Exercise prompt
Of the lines below, report only those that contain "West".

Start of Records for this exercise

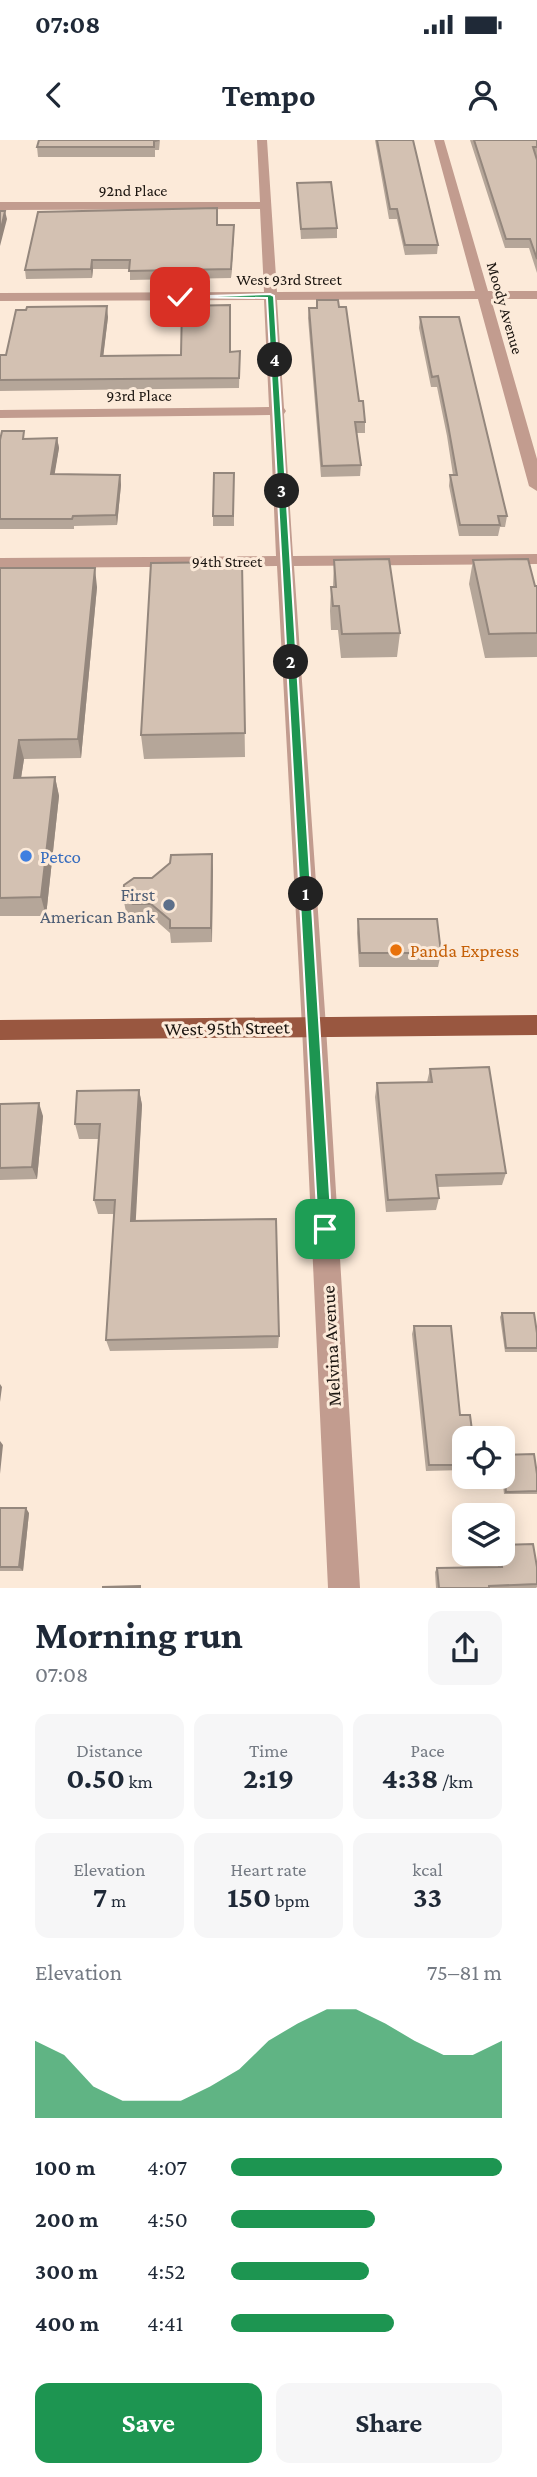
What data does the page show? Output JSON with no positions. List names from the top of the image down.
{
  "streets": {
    "main road": ["West 95th Street"],
    "street": [
      "92nd Place",
      "West 93rd Street",
      "Moody Avenue",
      "93rd Place",
      "94th Street",
      "Melvina Avenue"
    ]
  },
  "crossings": [
    ["92nd Place", "Melvina Avenue"],
    ["West 93rd Street", "Moody Avenue"],
    ["West 93rd Street", "Melvina Avenue"],
    ["93rd Place", "Melvina Avenue"],
    ["94th Street", "Melvina Avenue"],
    ["West 95th Street", "Melvina Avenue"]
  ],
  "places": ["Petco", "First American Bank", "Panda Express"],
  "page": {
    "status": "07:08",
    "header": "Tempo",
    "pins": [
      "4",
      "3",
      "2",
      "1"
    ],
    "heading": ["Morning run", "07:08"],
    "stats": [
      ["Distance", "0.50 km"],
      ["Time", "2:19"],
      ["Pace", "4:38 /km"],
      ["Elevation", "7 m"],
      ["Heart rate", "150 bpm"],
      ["kcal", "33"]
    ],
    "chart": ["Elevation", "75–81 m"],
    "list": [
      {
        "name": "100 m",
        "note": "4:07"
      },
      {
        "name": "200 m",
        "note": "4:50"
      },
      {
        "name": "300 m",
        "note": "4:52"
      },
      {
        "name": "400 m",
        "note": "4:41"
      }
    ],
    "buttons": ["Save", "Share"]
  }
}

End of Records for this exercise

Written answer
    "main road": ["West 95th Street"],
      "West 93rd Street",
    ["West 93rd Street", "Moody Avenue"],
    ["West 93rd Street", "Melvina Avenue"],
    ["West 95th Street", "Melvina Avenue"]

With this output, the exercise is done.